Login with Facebook
In recent years efforts to explore the use of the fog-water resource in Oman continue, though not with any direct involvement of FogQuest. Some of this work uses problematical mesh material but we look forward to seeing results of the work published. In the southern part of Oman, this remains a tremendous water resource with huge potential benefits.
The Sultanate of Oman lies at the eastern end of the Arabian Peninsula bordering the Arabian Sea. It has a long and fascinating history of involvement in the sea and land trading routes of the region and is the home to the frankincense plants that have provided incense for temples and churches for thousands of years. A major fog collection experiment was undertaken in the Sultanate of Oman in the summers of 1989 and 1990. It was based on the pilot project at El Tofo (Chungungo) in Chile and the scientific component was led by Pilar Cereceda and Robert Schemenauer from that project.
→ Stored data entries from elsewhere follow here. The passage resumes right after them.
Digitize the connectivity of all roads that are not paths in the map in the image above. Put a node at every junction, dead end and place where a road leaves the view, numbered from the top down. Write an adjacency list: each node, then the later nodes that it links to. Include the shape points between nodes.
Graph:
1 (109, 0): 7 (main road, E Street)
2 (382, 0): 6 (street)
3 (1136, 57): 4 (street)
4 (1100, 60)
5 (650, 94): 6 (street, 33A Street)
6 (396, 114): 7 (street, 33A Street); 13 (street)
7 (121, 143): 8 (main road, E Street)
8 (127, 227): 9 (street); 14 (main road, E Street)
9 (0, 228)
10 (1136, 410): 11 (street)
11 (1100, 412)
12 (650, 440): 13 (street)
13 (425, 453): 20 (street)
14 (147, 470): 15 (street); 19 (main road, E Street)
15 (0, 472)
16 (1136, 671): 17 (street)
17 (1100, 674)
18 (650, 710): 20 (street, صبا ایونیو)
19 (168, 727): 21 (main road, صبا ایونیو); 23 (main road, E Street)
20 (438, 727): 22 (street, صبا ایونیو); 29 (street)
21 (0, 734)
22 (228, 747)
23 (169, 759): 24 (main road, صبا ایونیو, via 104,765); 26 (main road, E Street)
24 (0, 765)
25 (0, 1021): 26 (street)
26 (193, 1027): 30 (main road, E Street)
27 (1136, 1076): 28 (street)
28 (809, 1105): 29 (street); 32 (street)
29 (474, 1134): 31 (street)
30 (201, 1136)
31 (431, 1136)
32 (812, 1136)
Chilean students (Juanse Barros and Gonzalo Frigerio) made substantial contributions to both the field work and the reports through their work with COWIconsult. The project was funded in the initial year by the United Nations Development Programme (UNDP) and the Government of Oman through the Planning Committee for Development and Environment in the Southern Region (PCDESR). In the second year it was funded by PCDESR.
The World Meteorological Organization (WMO) was an implementing agency. In both years of the project, staff and consultants (Rowan MacTaggert and Robert Whitcombe) with PCDESR coordinated the field work, looked after community interactions and monitored the funding.
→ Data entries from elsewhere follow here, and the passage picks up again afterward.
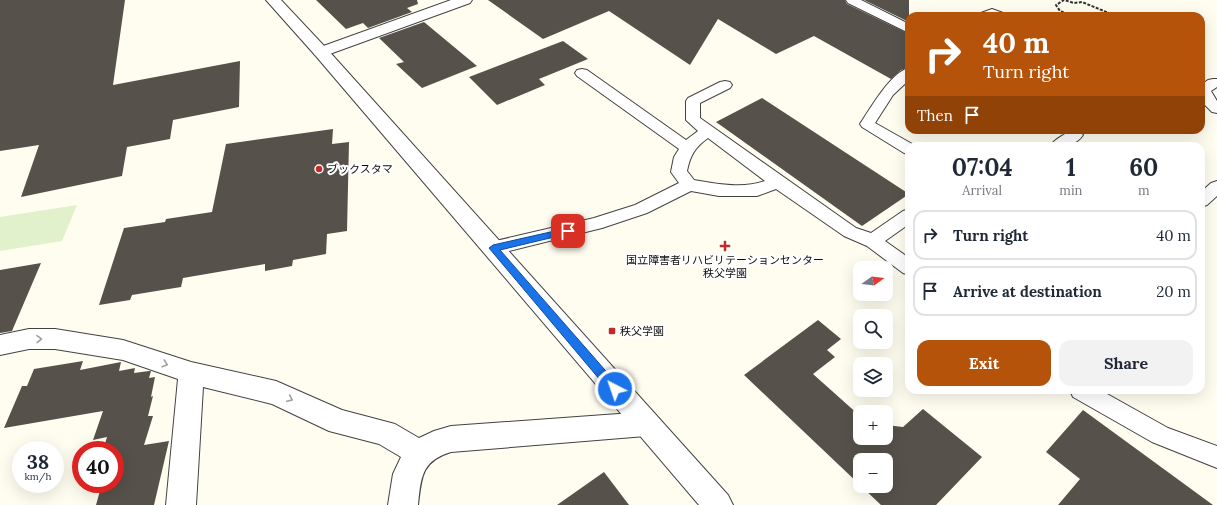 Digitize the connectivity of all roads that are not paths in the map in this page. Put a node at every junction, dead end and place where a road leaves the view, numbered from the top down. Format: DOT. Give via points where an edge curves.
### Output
graph roads {
  1 [pos="273,0"];
  2 [pos="465,0"];
  3 [pos="852,0"];
  4 [pos="905,27"];
  5 [pos="321,52"];
  6 [pos="582,72"];
  7 [pos="905,76"];
  8 [pos="1217,83"];
  9 [pos="726,85"];
  10 [pos="1205,89"];
  11 [pos="1205,93"];
  12 [pos="1217,109"];
  13 [pos="1205,111"];
  14 [pos="1217,116"];
  15 [pos="710,131"];
  16 [pos="1075,135"];
  17 [pos="1064,142"];
  18 [pos="905,147"];
  19 [pos="687,148"];
  20 [pos="778,182"];
  21 [pos="689,185"];
  22 [pos="1217,187"];
  23 [pos="1205,198"];
  24 [pos="905,218"];
  25 [pos="872,241"];
  26 [pos="493,248"];
  27 [pos="905,265"];
  28 [pos="0,345"];
  29 [pos="191,373"];
  30 [pos="1088,394"];
  31 [pos="646,424"];
  32 [pos="420,453"];
  33 [pos="1217,457"];
  34 [pos="181,505"];
  35 [pos="403,505"];
  36 [pos="718,505"];
  1 -- 5 [label="street"];
  2 -- 5 [label="street"];
  3 -- 4 [label="lane"];
  5 -- 26 [label="street"];
  6 -- 19 [label="lane"];
  7 -- 18 [label="lane" via="888,92 867,124"];
  8 -- 10 [label="lane"];
  9 -- 15 [label="lane" via="693,101 693,120"];
  11 -- 12 [label="lane" via="1208,101"];
  13 -- 14 [label="lane"];
  15 -- 19 [label="lane" via="695,139"];
  15 -- 20 [label="lane"];
  16 -- 17 [label="lane"];
  19 -- 21 [label="lane" via="681,158 679,172"];
  20 -- 21 [label="lane" via="757,190 719,190"];
  20 -- 25 [label="lane" via="850,232"];
  21 -- 26 [label="lane" via="642,209 596,224"];
  22 -- 23 [label="lane"];
  24 -- 25 [label="lane"];
  25 -- 27 [label="lane"];
  26 -- 31 [label="street"];
  28 -- 29 [label="street, one-way" via="29,339 56,339 123,350"];
  29 -- 32 [label="street, one-way" via="276,393 340,422 385,433"];
  29 -- 34 [label="street"];
  30 -- 33 [label="lane" via="1160,435"];
  31 -- 32 [label="street" via="451,439 434,444"];
  31 -- 36 [label="street"];
  32 -- 35 [label="street" via="407,474"];
} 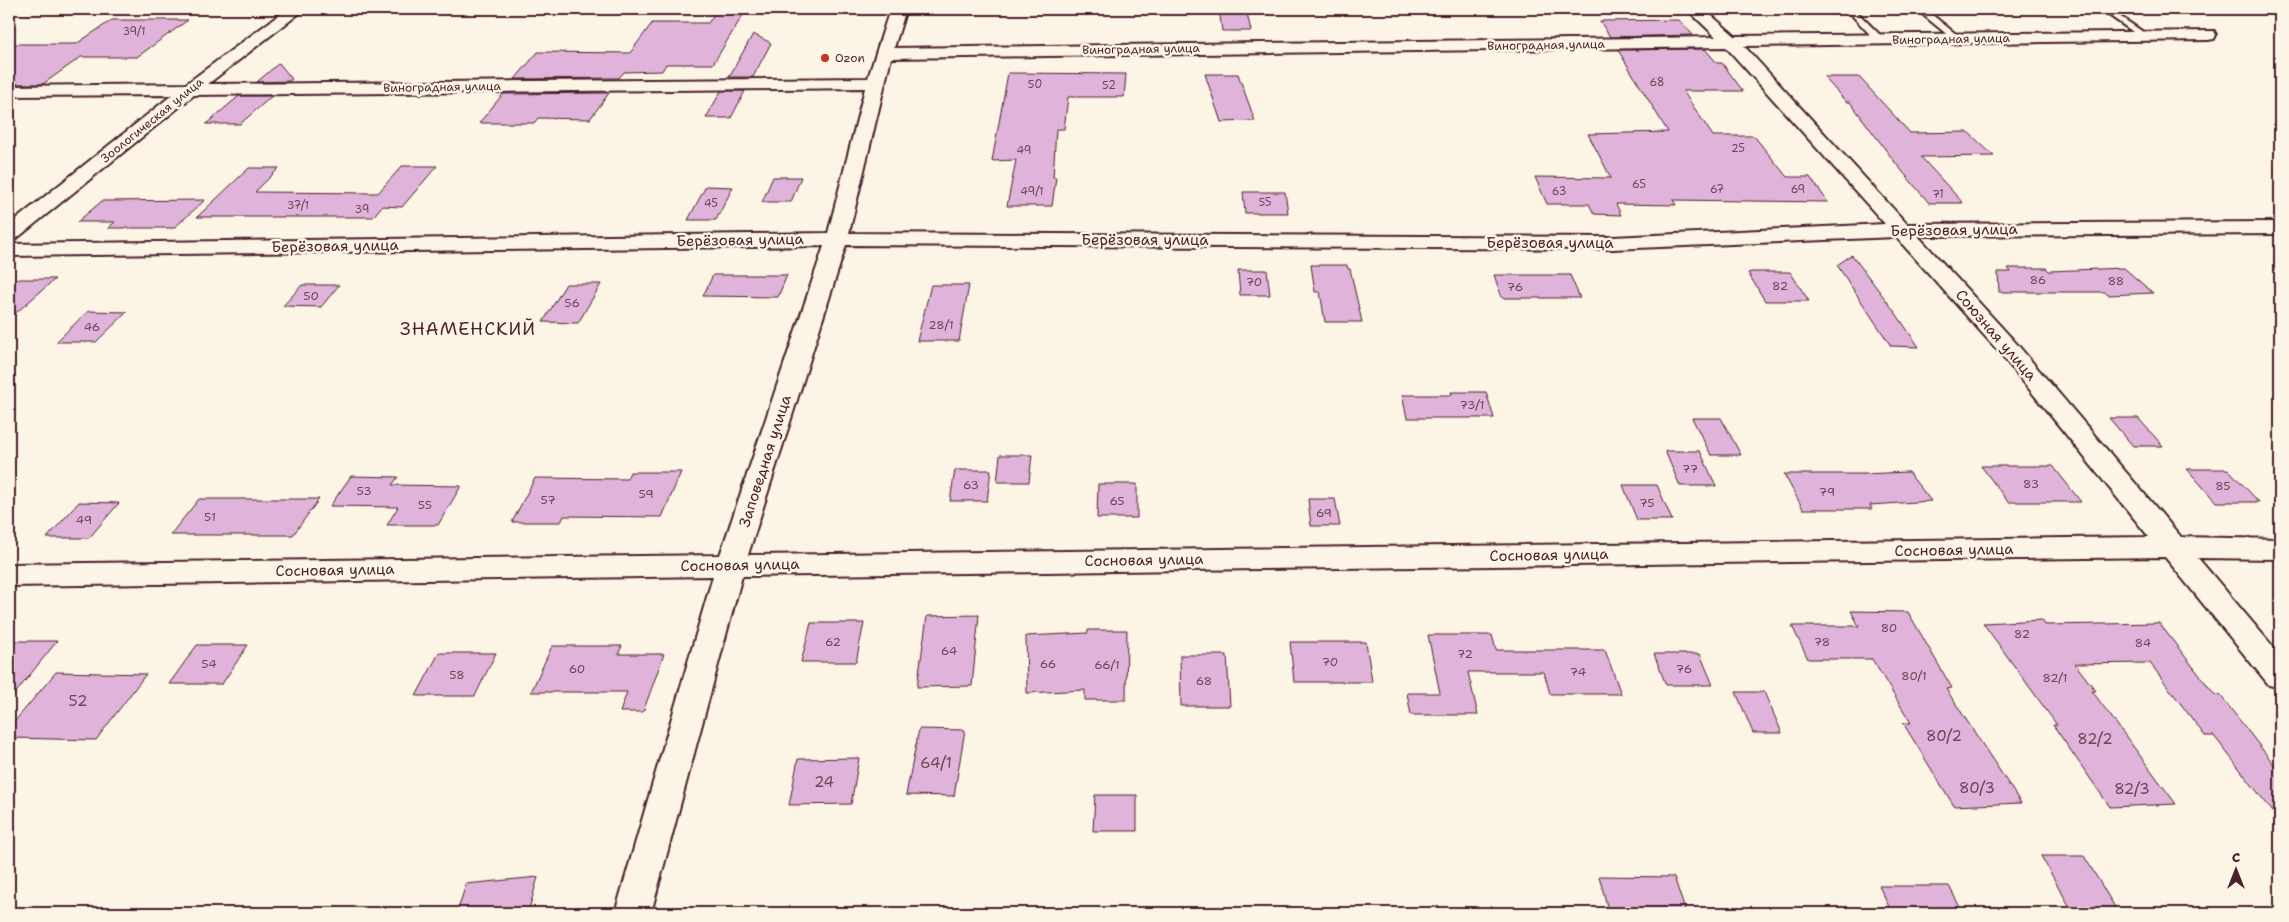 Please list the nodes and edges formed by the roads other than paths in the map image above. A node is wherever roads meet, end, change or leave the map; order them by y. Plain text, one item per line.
1 (297, 9) edge
2 (898, 9) edge
3 (1695, 9) edge
4 (1850, 9) edge
5 (1920, 9) edge
6 (2104, 9) edge
7 (2208, 35) dead end
8 (2145, 36) junction
9 (1958, 39) junction
10 (1880, 40) junction
11 (1731, 42) junction
12 (884, 53) junction
13 (874, 83) junction
14 (189, 90) junction
15 (9, 91) edge
16 (2280, 228) edge
17 (1902, 230) junction
18 (9, 235) edge
19 (837, 239) junction
20 (9, 250) edge
21 (2174, 548) junction
22 (2280, 549) edge
23 (731, 564) junction
24 (9, 575) edge
25 (2280, 676) edge
26 (633, 913) edge

1 - 14 street, Зоологическая улица
2 - 12 street, Заповедная улица
3 - 11 street, Союзная улица
4 - 10 lane
5 - 9 lane
6 - 8 lane
7 - 8 street, Виноградная улица
8 - 9 street, Виноградная улица
9 - 10 street, Виноградная улица
10 - 11 street, Виноградная улица
11 - 12 street, Виноградная улица
11 - 17 street, Союзная улица
12 - 13 street, Заповедная улица
13 - 14 street, Виноградная улица
13 - 19 street, Заповедная улица
14 - 15 street, Виноградная улица
14 - 18 street, Зоологическая улица
16 - 17 street, Берёзовая улица
17 - 19 street, Берёзовая улица
17 - 21 street, Союзная улица
19 - 20 street, Берёзовая улица
19 - 23 street, Заповедная улица
21 - 22 street, Сосновая улица
21 - 23 street, Сосновая улица
21 - 25 street, Союзная улица
23 - 24 street, Сосновая улица
23 - 26 street, Заповедная улица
During the southwest monsoon, the mountains of Dhofar are covered in a thick deck of fog with frequent drizzle. The maximum duration of the monsoon is from mid-June to mid-September and it is often some weeks shorter. Data on the amount of water available were obtained both with SFCs and a number of larger fog collectors. In the upper elevations, from 900 to 1000 m, average collection rates of 30 L m-2 day-1 for the monsoon were obtained. This extremely high collection rate is due to both the thick fog and the high winds on the mountains. The fog water is only available for about two months of the year and this puts limits on the use of the water. The most effective use may be for irrigation of tree seedlings to reforest the hills. Once these trees are a meter or so tall they can be self-sufficient, provided drought tolerant native species are chosen. Despite the fact that the water is suitable for use as drinking water (Schemenauer and Cereceda, 1992), the use of the water for human consumption is limited in this region because of the requirement for long periods of storage between fog seasons.
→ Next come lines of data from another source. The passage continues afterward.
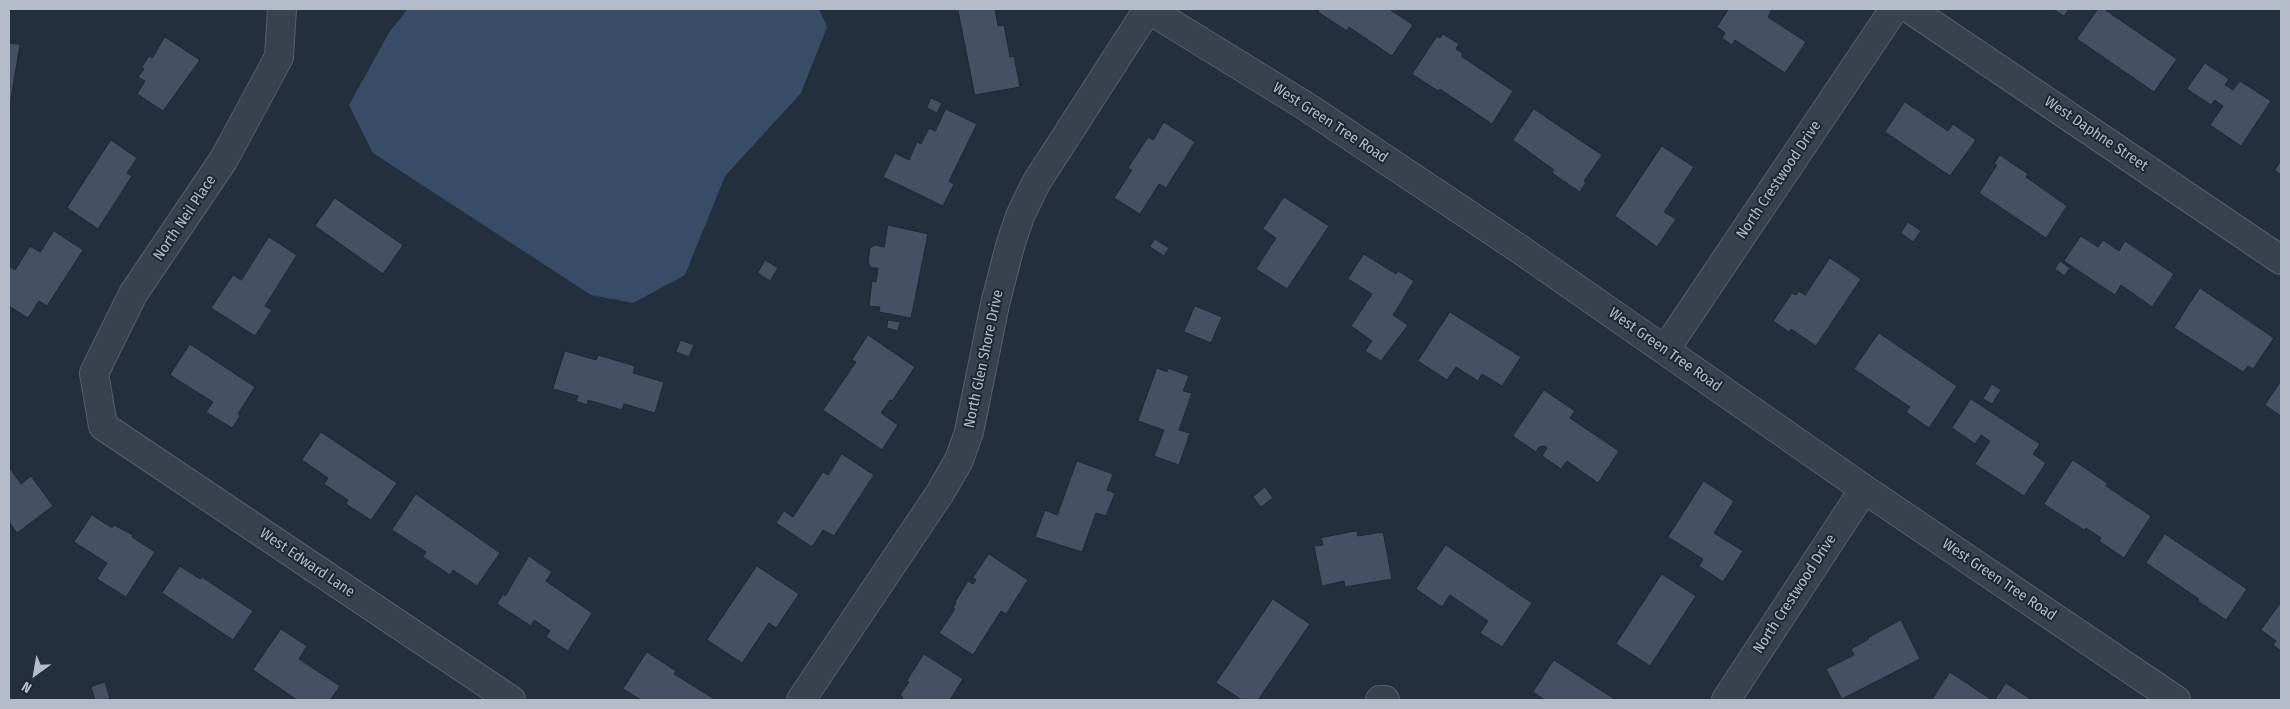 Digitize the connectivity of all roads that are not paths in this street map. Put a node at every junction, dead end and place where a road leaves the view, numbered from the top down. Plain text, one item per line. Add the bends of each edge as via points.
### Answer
1 (282, 9) edge
2 (1148, 9) edge
3 (1894, 9) edge
4 (1910, 9) edge
5 (2281, 260) edge
6 (1665, 350) junction
7 (103, 426) joint
8 (1864, 489) junction
9 (511, 700) edge
10 (801, 700) edge
11 (1726, 700) edge
12 (2176, 700) edge

1 - 7 street, North Neil Place via 279,56 224,159 133,294 94,373
2 - 6 street, West Green Tree Road via 1307,107
2 - 10 street, North Glen Shore Drive via 1036,183 1020,216 995,304 969,432 959,460
3 - 6 street, North Crestwood Drive
4 - 5 street, West Daphne Street
6 - 8 street, West Green Tree Road
7 - 9 street, West Edward Lane
8 - 11 street, North Crestwood Drive
8 - 12 street, West Green Tree Road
In recent years there remains an interest in making use of the fog resource in Oman. Salim Alesh and Tariq Cheema at the Sultan Qaboos University in Muscat have worked on the subject. But today the actual water supplies for people in the Dhofar Mountains still come from deep boreholes. However, as more underground water is extracted on the mountains, less is available to the people living on the coastal plain around Salalah. This contributes to the underground intrusion of salt water on the plain. A promising solution is the planting and irrigation of huge tracts of new forest on the mountains to lead to increases in the water input to the upland aquifers. This would benefit both those living on the mountains and agricultural and urban needs in the coastal plain. The southern part of the Sultanate of Oman is a location where the early pioneering work on fog collection could be developed into a substantial water supply for the people.